I have already done my research and found various sources that state that it is possible but there are also a lot of them that says it is not possible to recover $r$. This Q/A on this site for example even states the formula to get it. I don't know if it is wrong or I am missing something since I was not able to make a working implementation of it.
Some friends told me it is impossible to get $r$ back since it was raised during encryption to the $n$-th power and ended up in a smaller subgroup which results in a loss of information that renders it unable to be recovered.
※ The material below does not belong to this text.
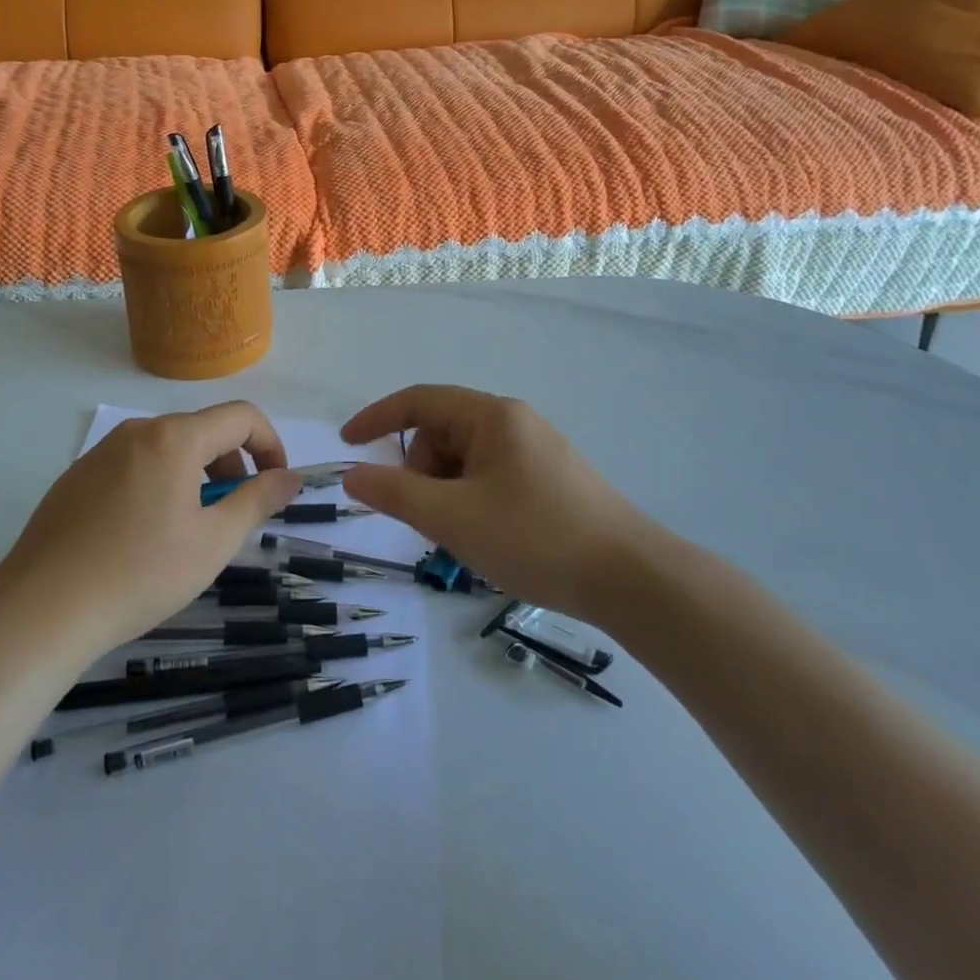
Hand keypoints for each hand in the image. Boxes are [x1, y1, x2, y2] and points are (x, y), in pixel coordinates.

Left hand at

I asked on reddit and got told the following:
$r$ is choosen to be between 0 and $n^2$. The plaintext can be between $0$ and $n$. The Ciphertext is however also between $0$ and $n^2$. Since the plaintext is fully preserved, the same is impossible for the randomness, as this would otherwise violate the theorem that lossless compression is impossible.
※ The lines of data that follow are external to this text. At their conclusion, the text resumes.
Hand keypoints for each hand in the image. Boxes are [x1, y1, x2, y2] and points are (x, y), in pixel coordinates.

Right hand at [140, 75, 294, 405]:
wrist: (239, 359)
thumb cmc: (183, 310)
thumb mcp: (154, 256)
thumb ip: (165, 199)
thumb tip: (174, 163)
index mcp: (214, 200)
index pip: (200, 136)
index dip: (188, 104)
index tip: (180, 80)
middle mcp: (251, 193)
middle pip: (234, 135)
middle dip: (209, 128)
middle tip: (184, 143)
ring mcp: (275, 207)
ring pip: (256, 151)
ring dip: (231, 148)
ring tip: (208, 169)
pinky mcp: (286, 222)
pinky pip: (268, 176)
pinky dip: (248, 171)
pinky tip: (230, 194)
I would like to know whether it is possible to calculate $r$ and how it is computed given that I have:
- $C \to$ ciphertext
- $P \to$ plaintext
- $N \to$ public key modulo $(p\cdot q)$
Also if it is not possible for all $r$ values to be recovered I would like to know if it would be possible to recover $r$ values smaller than $m$ bits (I know that reducing $r$ bit length makes the encryption less secure)
$p = 56039$,
$q = 58727$,
$n = p·q = 3291002353$,
$n^2 = 10830696487451536609$,
$\phi(n) = (p-1)·(q-1) = 3290887588$,
ciphertext $c$ of $m = 12$ using $r = 7$ $\to c = 6859599884662874753$ I do
$P = decrypt(c) = 12$, $c' = c·(1-P·n)>mod>n^{2} = 685959988466287475 · (1-12·3291002353)> mod> 10830696487451536609 = 2421846566699018322,$ $M = n^{-1}> mod >\phi(n) = 3291002353^{-1}> mod> 3290887588 = 1169309581,$ $r = c'^M >mod> n = 2421846566699018322^{1169309581}> mod >3291002353 = 2648362593$
which is not $12$. Am I missing something?